Archbishop Desmond Tutu
Even the holy go green: Archbishop Desmond Tutu recorded a message to support the group Global Cool. "Like many big problems facing the world today, the power to solve global warming lies within the heart and the actions of the individual and begins very much at home," the South African Nobel Peace Prize Laureate said in his message. "However, the consequences of doing nothing are far-reaching, and will affect everyone from Africa to the United Kingdom, to America and beyond. And global warming is not something that is going to happen in the future; it is already happening now. We are seeing floods in Kenya, in Mozambique, and devastating droughts all the result of climate change. We can do something to halt the dangerous changes that come with climate change." We'll pray to that.

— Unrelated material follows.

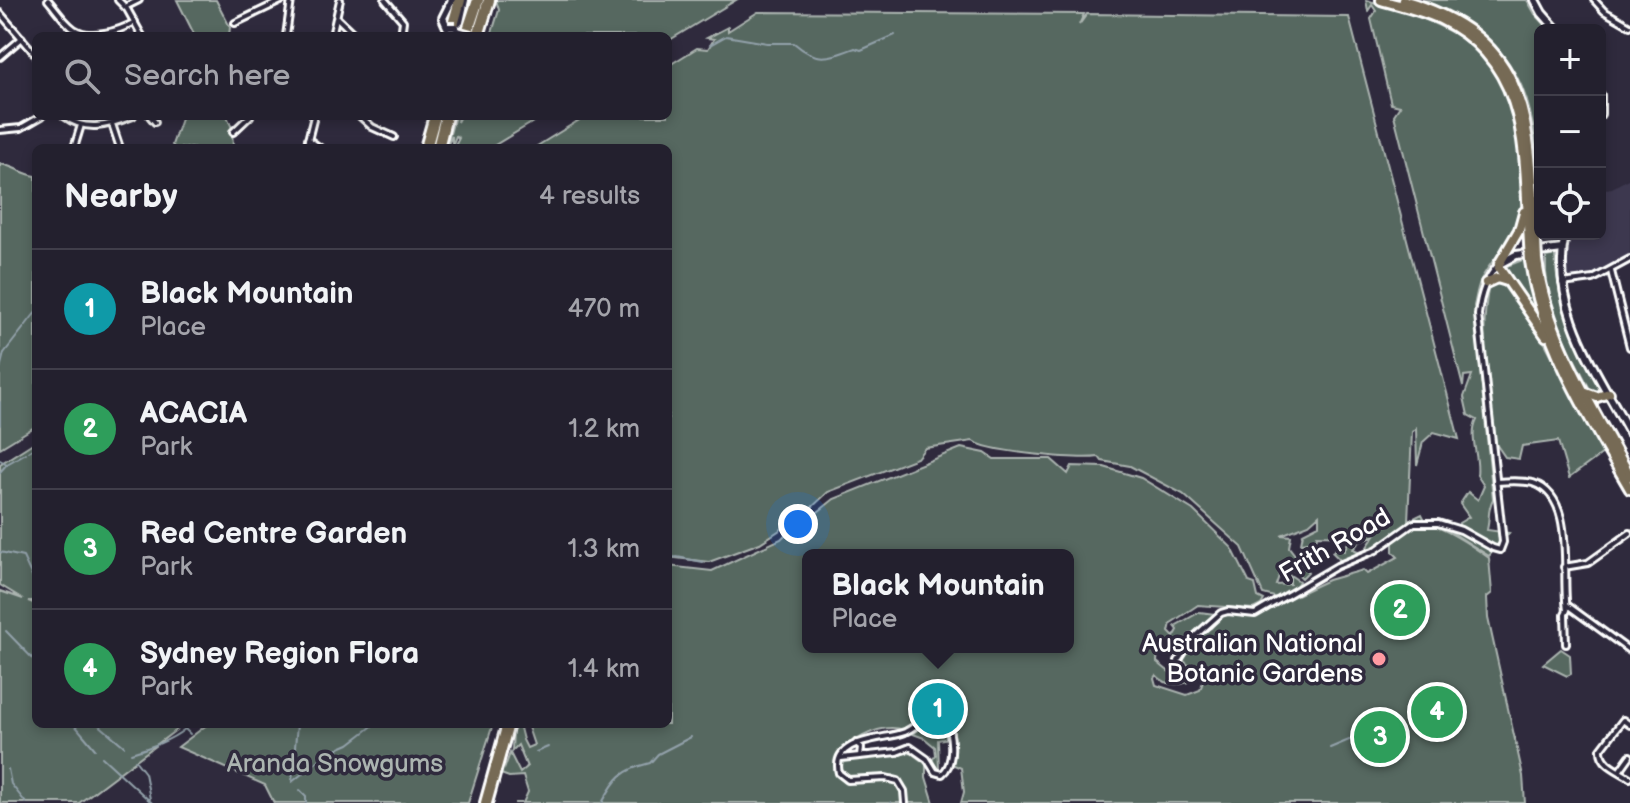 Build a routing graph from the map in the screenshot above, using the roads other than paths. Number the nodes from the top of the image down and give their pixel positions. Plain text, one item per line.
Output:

Here is someone who could use green enlightenment: Bette Midler recently cut more than 230 trees around her 58,000-square-foot Kauai, Hawaii, property without a permit. Although most of the slashed trees were nonnative species, some native trees were also removed. The Board of Land and Natural Resources fined the usually eco-aware actress $6,500, and now she will follow a replanting program. While her lawyer claims it was an unfortunate mistake (she was cutting the trees with the idea of improving the lot with native species), Midler's no wind beneath our green wings right now. Bette, what happened to our Compost Queen?
Finally, while it probably wasn't toxic impurities that forced Hamptons officials to scratch P. Diddy's $100,000 fireworks show for his Labor Day party, it's still a good thing for our ozone layer. The all-white light show was designed to match the all-white dress code for Diddy's elite guest list. TGC wonders whether 37-year-old Sean Combs who raked in an estimated $28 mil last year alone might turn his social-event-of-the-summer white party to green? Just a thought.